Mathematically, of course, a phylogenetic tree is a directed acyclic line graph. It is usually constructed, in practice, by first producing an undirected graph based on some pattern-analysis procedure, and then nominating one of the nodes or edges as the root (say, by specifying an outgroup). So, the mathematics is not really connected to the biological interpretation. To a mathematician, the tree is a set of nodes connected by directed edges, and the nodes could represent anything at all, as could the edges. It is the biologist who artificially imposes the idea that the nodes represent real historical organisms connected by the flow of evolution — ancestors connected to descendants by evolutionary events.

A phylogenetic network should logically be a generalization of this idea of a phylogenetic tree, adding the possibility of evolutionary relationships due to gene flow, in addition to the ancestor-descendant relationships. This can be done, but it is only partly done by splits graphs.

That is, a splits graph generalizes the idea of an undirected line graph (an unrooted tree), but not a directed acyclic graph (a rooted tree). It follows the same logic of using a pattern-analysis procedure to produce an undirected graph, although the graph can have reticulations, and thus is a network rather than necessarily being a bifurcating tree. However, it is not straightforward to specify a root in a way that will turn this into an acyclic graph. So, in general it does not represent a phylogeny.
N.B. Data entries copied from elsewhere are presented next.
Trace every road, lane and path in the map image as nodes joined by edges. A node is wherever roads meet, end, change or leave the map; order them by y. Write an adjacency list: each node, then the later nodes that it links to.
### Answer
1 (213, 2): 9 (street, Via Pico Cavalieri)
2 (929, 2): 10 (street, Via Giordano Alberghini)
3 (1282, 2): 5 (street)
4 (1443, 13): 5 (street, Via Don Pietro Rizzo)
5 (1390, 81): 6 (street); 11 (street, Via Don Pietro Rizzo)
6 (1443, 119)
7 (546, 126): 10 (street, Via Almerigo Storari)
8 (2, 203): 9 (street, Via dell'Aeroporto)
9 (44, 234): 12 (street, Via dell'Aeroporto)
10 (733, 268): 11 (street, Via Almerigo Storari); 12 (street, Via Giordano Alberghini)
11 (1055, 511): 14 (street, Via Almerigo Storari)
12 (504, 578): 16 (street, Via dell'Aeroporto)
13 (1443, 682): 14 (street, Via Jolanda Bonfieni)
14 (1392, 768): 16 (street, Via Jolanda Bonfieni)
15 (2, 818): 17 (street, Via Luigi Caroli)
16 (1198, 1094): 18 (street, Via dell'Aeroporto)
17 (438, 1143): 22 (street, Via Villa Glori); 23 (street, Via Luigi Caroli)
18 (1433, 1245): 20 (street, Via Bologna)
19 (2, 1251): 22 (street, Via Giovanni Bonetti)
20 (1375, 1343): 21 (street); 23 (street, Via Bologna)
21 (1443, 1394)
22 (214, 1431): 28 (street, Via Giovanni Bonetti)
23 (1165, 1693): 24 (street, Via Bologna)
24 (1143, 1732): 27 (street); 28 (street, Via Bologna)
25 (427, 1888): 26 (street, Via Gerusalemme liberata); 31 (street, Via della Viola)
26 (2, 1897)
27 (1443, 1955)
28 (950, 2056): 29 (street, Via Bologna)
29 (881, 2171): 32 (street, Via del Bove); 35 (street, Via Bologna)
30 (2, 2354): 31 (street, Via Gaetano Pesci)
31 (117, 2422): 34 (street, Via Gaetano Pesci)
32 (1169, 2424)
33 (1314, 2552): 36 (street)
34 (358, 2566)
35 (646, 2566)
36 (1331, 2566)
Indeed, splits graphs are simply one form of multivariate pattern analysis, along with clustering and ordination techniques, which are familiar as data-display methods in phenetics (see Morrison D.A. 2014. Phylogenetic networks — a new form of multivariate data summary for data mining and exploratory data analysis. Wiley Interdisciplinary Reviews: Data Mining and Knowledge Discovery 4: 296-312). In this sense, it makes no difference whatsoever what the data represent — they can be data used for phylogenetics, or they could be any other form of multivariate data. Indeed, this point is illustrated in many of the posts in this blog, which can be accessed in the Analyses page.

So, unlike unrooted trees, unrooted splits graphs are not a route to producing a phylogenetic diagram. Mind you, they are a very useful form of multivariate data analysis in their own right, and I value them highly as a form of exploratory data analysis. But that doesn't make them phylogenetic networks in the biological sense.

So, isn't it about time we stopped calling splits graphs "phylogenetic networks"? They aren't, to a biologist, so why call them that?